Apollo 15: The Original Interplanetary Mountaineers

©ASU/NASA

Apollo 15 EVAs

The lofty Apennine Mountain Range has two prominent peaks near the Apollo 15 landing site: Mt. (Mons) Hadley (relative height ~4km, or 13,000 ft) to the northeast and Mons Hadley Delta (~3.5 km, 11,500 ft high) to the south.

Between these two peaks lies the Swann Range, named for the mission's Geology Team Leader, Gordon Swann. The Apennine Mountain Range contains some of the largest peaks on the Moon! The height of Mt. Hadley rivals the prominences of notable terrestrial mountains like Mt. Rainier (USA), Mt. Fuji (Japan), and Mt. Erebus (Antarctica), when measured from base to summit.

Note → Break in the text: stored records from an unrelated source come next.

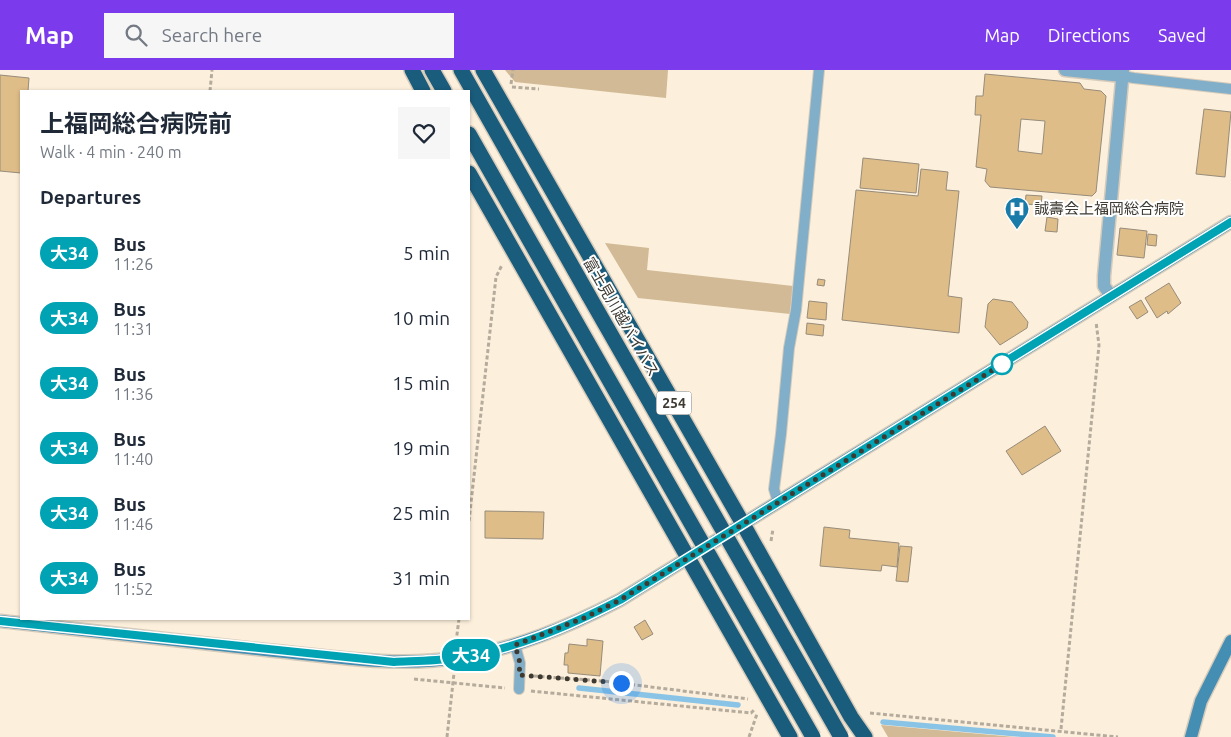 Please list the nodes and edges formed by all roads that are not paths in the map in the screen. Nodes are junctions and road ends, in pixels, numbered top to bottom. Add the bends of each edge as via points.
1 (412, 70) edge
2 (432, 70) edge
3 (460, 70) edge
4 (482, 70) edge
5 (819, 70) edge
6 (1065, 70) edge
7 (1123, 73) edge
8 (1231, 88) edge
9 (422, 90) edge
10 (443, 90) edge
11 (470, 136) edge
12 (470, 175) edge
13 (1231, 222) edge
14 (1111, 296) junction
15 (778, 502) junction
16 (743, 524) junction
17 (688, 557) junction
18 (0, 621) edge
19 (1231, 642) edge
20 (515, 645) junction
21 (518, 689) road end
22 (790, 737) edge
23 (813, 737) edge
24 (842, 737) edge
25 (865, 737) edge
26 (1191, 737) edge

1 - 9 highway
2 - 10 highway
3 - 24 highway, 富士見川越バイパス / 254, bridge
4 - 16 highway, 254
5 - 15 lane via 796,310 774,489
6 - 7 street
7 - 8 lane via 1134,78
7 - 14 street via 1104,276 1104,286
11 - 23 highway, bridge
12 - 17 highway
13 - 14 street
14 - 15 street
15 - 16 street
16 - 17 street
16 - 25 highway, 254
17 - 20 street via 620,600
17 - 22 highway
18 - 20 street via 394,662 455,658
19 - 26 street via 1201,701
20 - 21 lane via 520,663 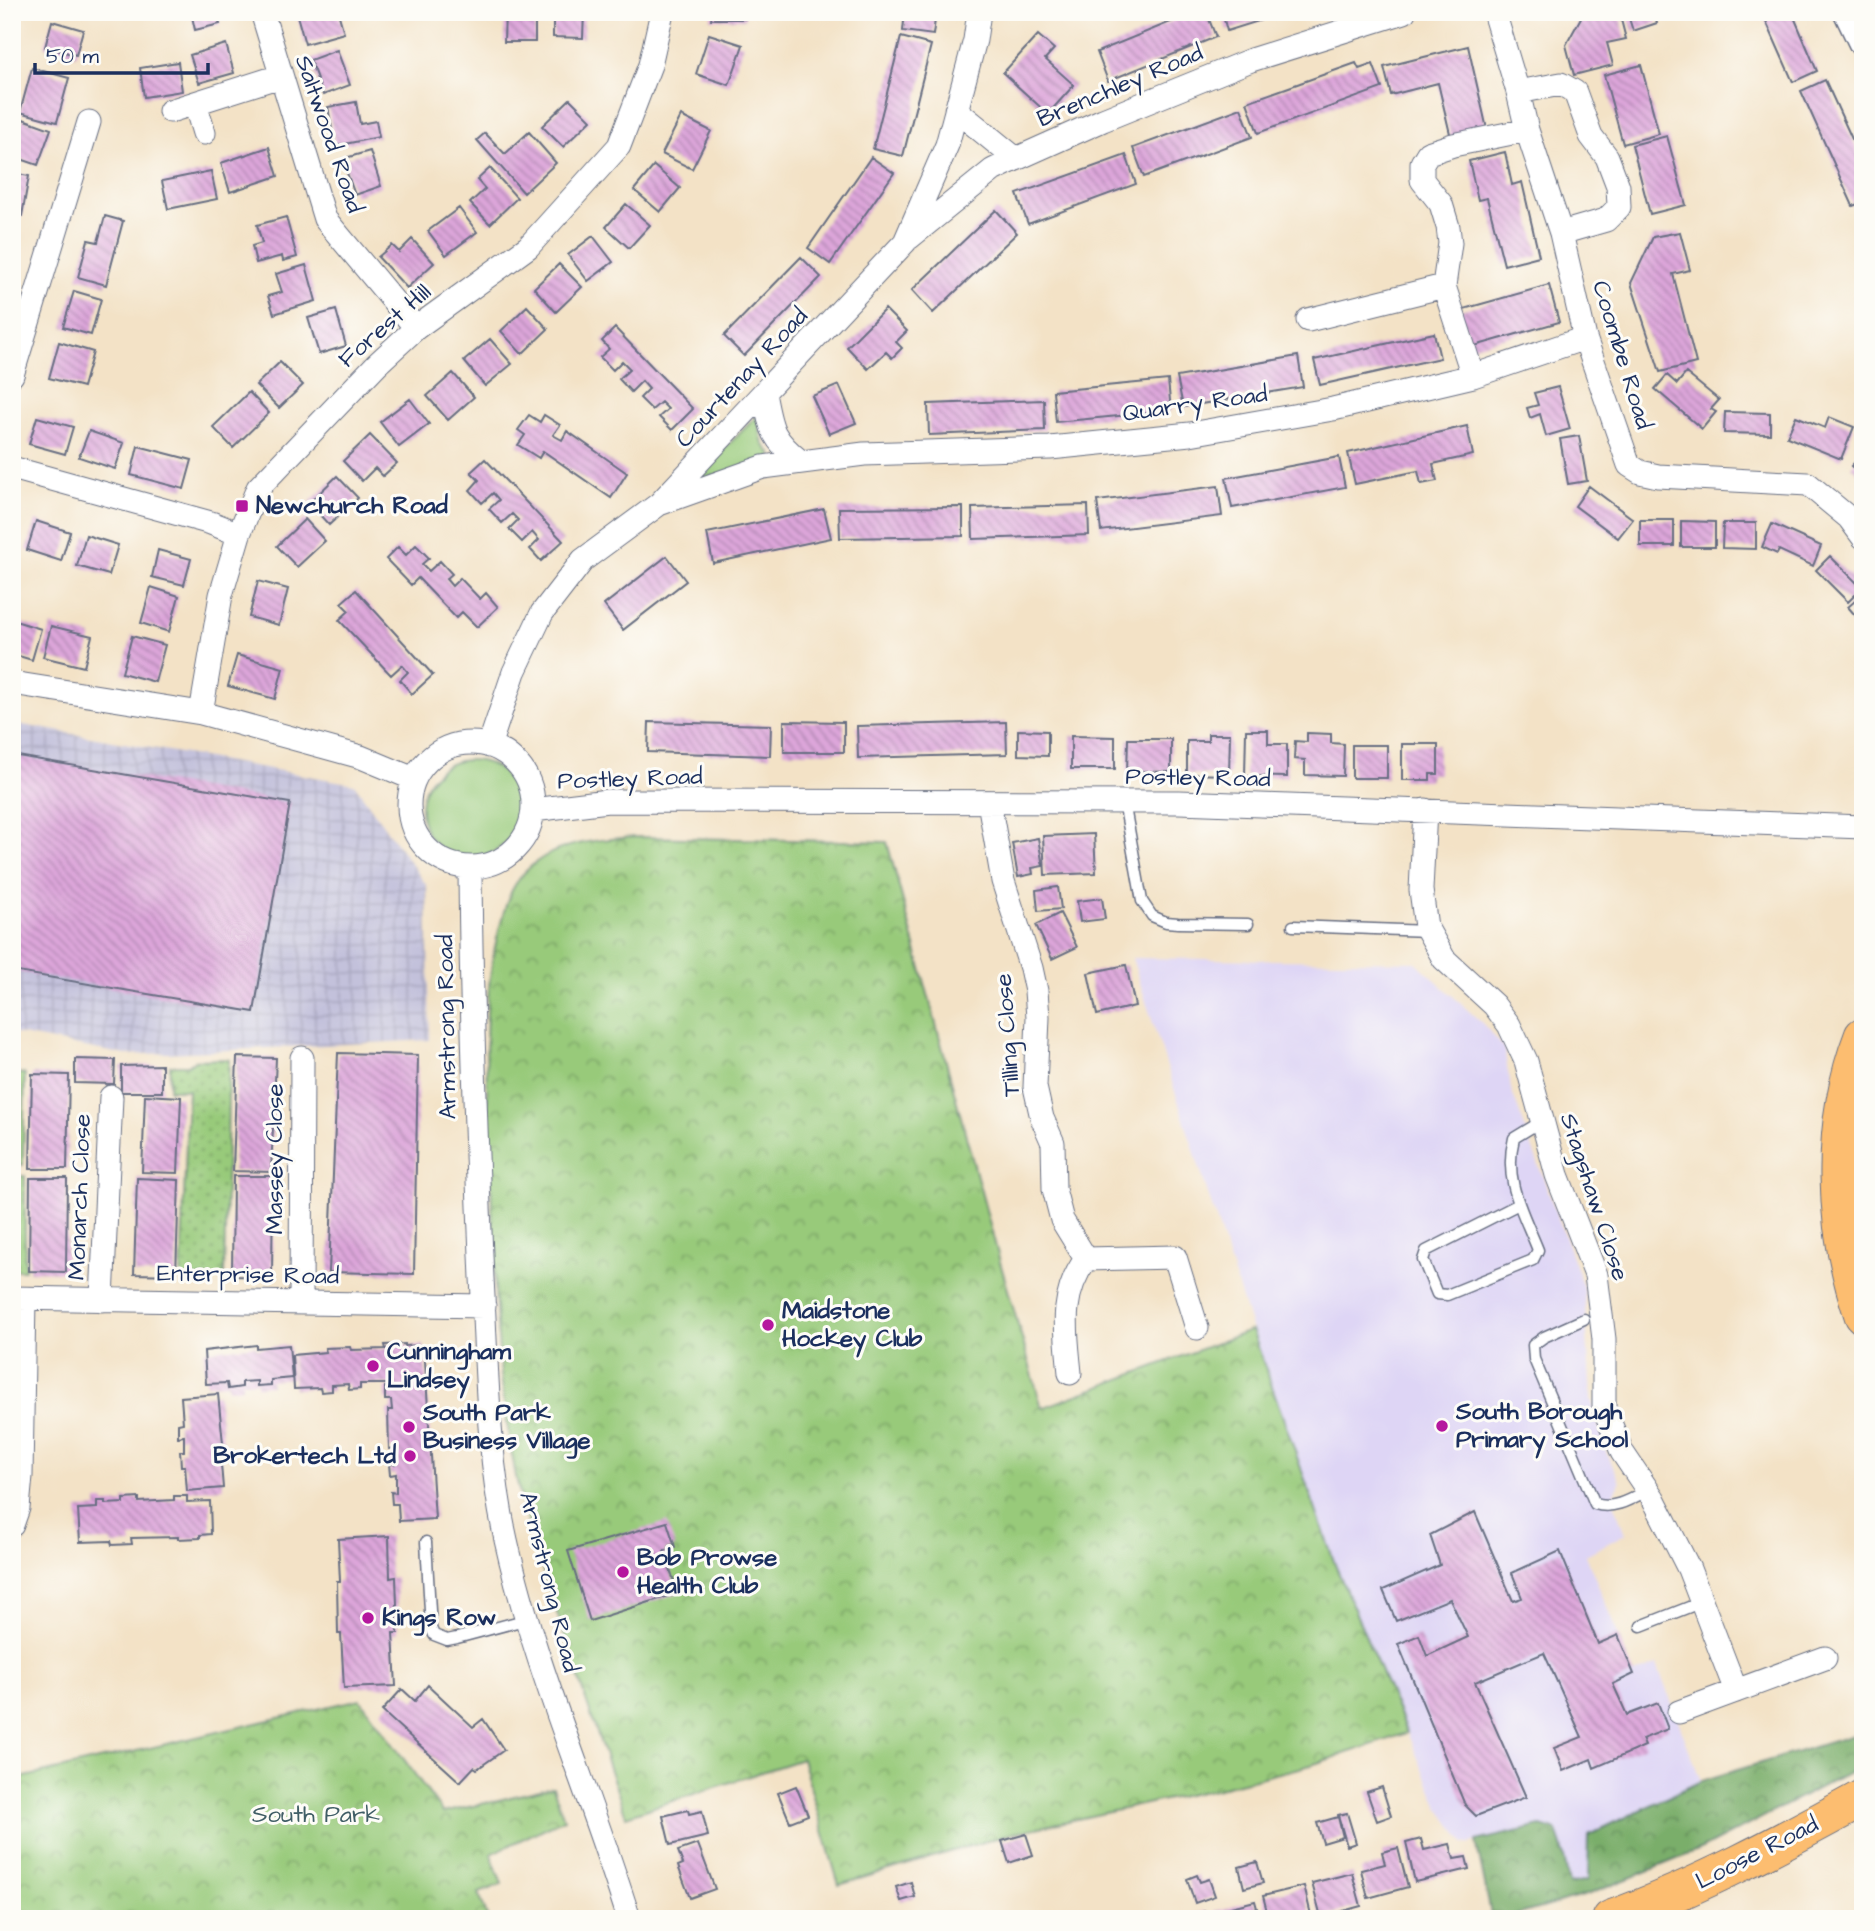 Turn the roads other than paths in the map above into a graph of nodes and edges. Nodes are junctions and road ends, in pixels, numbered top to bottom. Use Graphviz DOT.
graph roads {
  1 [pos="262,12"];
  2 [pos="662,12"];
  3 [pos="979,12"];
  4 [pos="1404,12"];
  5 [pos="1494,12"];
  6 [pos="1848,12"];
  7 [pos="1863,43"];
  8 [pos="280,76"];
  9 [pos="1518,92"];
  10 [pos="195,103"];
  11 [pos="957,110"];
  12 [pos="170,111"];
  13 [pos="89,122"];
  14 [pos="1527,130"];
  15 [pos="204,133"];
  16 [pos="1016,159"];
  17 [pos="1561,233"];
  18 [pos="905,242"];
  19 [pos="1444,286"];
  20 [pos="1308,320"];
  21 [pos="416,328"];
  22 [pos="1585,338"];
  23 [pos="12,375"];
  24 [pos="1473,376"];
  25 [pos="764,393"];
  26 [pos="801,462"];
  27 [pos="12,468"];
  28 [pos="659,504"];
  29 [pos="239,534"];
  30 [pos="1863,537"];
  31 [pos="12,683"];
  32 [pos="201,713"];
  33 [pos="489,746"];
  34 [pos="414,779"];
  35 [pos="989,802"];
  36 [pos="1124,803"];
  37 [pos="533,810"];
  38 [pos="1425,810"];
  39 [pos="1863,827"];
  40 [pos="470,869"];
  41 [pos="1248,924"];
  42 [pos="1293,926"];
  43 [pos="1428,931"];
  44 [pos="1863,1035"];
  45 [pos="302,1058"];
  46 [pos="111,1097"];
  47 [pos="1542,1121"];
  48 [pos="1519,1203"];
  49 [pos="1086,1259"];
  50 [pos="18,1298"];
  51 [pos="102,1300"];
  52 [pos="301,1302"];
  53 [pos="484,1306"];
  54 [pos="1863,1315"];
  55 [pos="1584,1319"];
  56 [pos="1197,1328"];
  57 [pos="1070,1373"];
  58 [pos="1648,1490"];
  59 [pos="12,1525"];
  60 [pos="426,1542"];
  61 [pos="1702,1602"];
  62 [pos="528,1619"];
  63 [pos="1641,1626"];
  64 [pos="1825,1657"];
  65 [pos="1737,1691"];
  66 [pos="1679,1712"];
  67 [pos="1863,1798"];
  68 [pos="1661,1910"];
  69 [pos="629,1919"];
  70 [pos="1611,1919"];
  1 -- 8 [label="street, Saltwood Road"];
  2 -- 21 [label="street, Forest Hill"];
  3 -- 11 [label="street, Courtenay Road"];
  4 -- 16 [label="street, Brenchley Road"];
  5 -- 9 [label="street, Coombe Road"];
  6 -- 7 [label="street"];
  8 -- 10 [label="street"];
  8 -- 21 [label="street, Saltwood Road"];
  9 -- 14 [label="street, Coombe Road"];
  9 -- 17 [label="street"];
  10 -- 12 [label="street"];
  10 -- 15 [label="street"];
  11 -- 16 [label="street"];
  11 -- 18 [label="street, Courtenay Road"];
  13 -- 23 [label="street"];
  14 -- 17 [label="street, Coombe Road"];
  14 -- 19 [label="street"];
  16 -- 18 [label="street, Brenchley Road"];
  17 -- 22 [label="street, Coombe Road"];
  18 -- 25 [label="street, Courtenay Road"];
  19 -- 20 [label="street"];
  19 -- 24 [label="street"];
  21 -- 29 [label="street, Forest Hill"];
  22 -- 24 [label="street, Quarry Road"];
  22 -- 30 [label="street, Coombe Road"];
  24 -- 26 [label="street, Quarry Road"];
  25 -- 26 [label="street"];
  25 -- 28 [label="street, Courtenay Road"];
  26 -- 28 [label="street, Quarry Road"];
  27 -- 29 [label="street"];
  28 -- 33 [label="street, Courtenay Road"];
  29 -- 32 [label="street, Forest Hill"];
  31 -- 32 [label="street"];
  32 -- 34 [label="street"];
  33 -- 34 [label="street"];
  33 -- 37 [label="street"];
  34 -- 40 [label="street"];
  35 -- 36 [label="street, Postley Road"];
  35 -- 37 [label="street, Postley Road"];
  35 -- 49 [label="street, Tilling Close"];
  36 -- 38 [label="street, Postley Road"];
  36 -- 41 [label="lane"];
  37 -- 40 [label="street"];
  38 -- 39 [label="street, Postley Road"];
  38 -- 43 [label="street, Stagshaw Close"];
  40 -- 53 [label="street, Armstrong Road"];
  42 -- 43 [label="lane"];
  43 -- 47 [label="street, Stagshaw Close"];
  44 -- 54 [label="highway"];
  45 -- 52 [label="street, Massey Close"];
  46 -- 51 [label="street, Monarch Close"];
  47 -- 48 [label="lane"];
  47 -- 58 [label="street, Stagshaw Close"];
  48 -- 48 [label="lane"];
  49 -- 56 [label="street"];
  49 -- 57 [label="street"];
  50 -- 51 [label="street, Enterprise Road"];
  50 -- 59 [label="street"];
  51 -- 52 [label="street, Enterprise Road"];
  52 -- 53 [label="street, Enterprise Road"];
  53 -- 62 [label="street, Armstrong Road"];
  55 -- 58 [label="lane"];
  58 -- 61 [label="street, Stagshaw Close"];
  60 -- 62 [label="lane"];
  61 -- 63 [label="lane"];
  61 -- 65 [label="street, Stagshaw Close"];
  62 -- 69 [label="street, Armstrong Road"];
  64 -- 65 [label="street"];
  65 -- 66 [label="street"];
  67 -- 68 [label="highway, Loose Road"];
  68 -- 70 [label="highway, Loose Road"];
}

The first Apollo 15 EVA took astronauts David Scott and James Irving southward along the edge of Hadley Rille and to the base of Mt. Hadley Delta near St. George crater. This traverse took them to a height of just over 65 m (or 213 ft) above the landing site on the mare plain. At this height, much of the surface material of the mountain comprises debris that, over eons, slid down the upper slopes through mass-wasting. Materials collected in this area primarily consist of regolith, as there are very few surface boulders.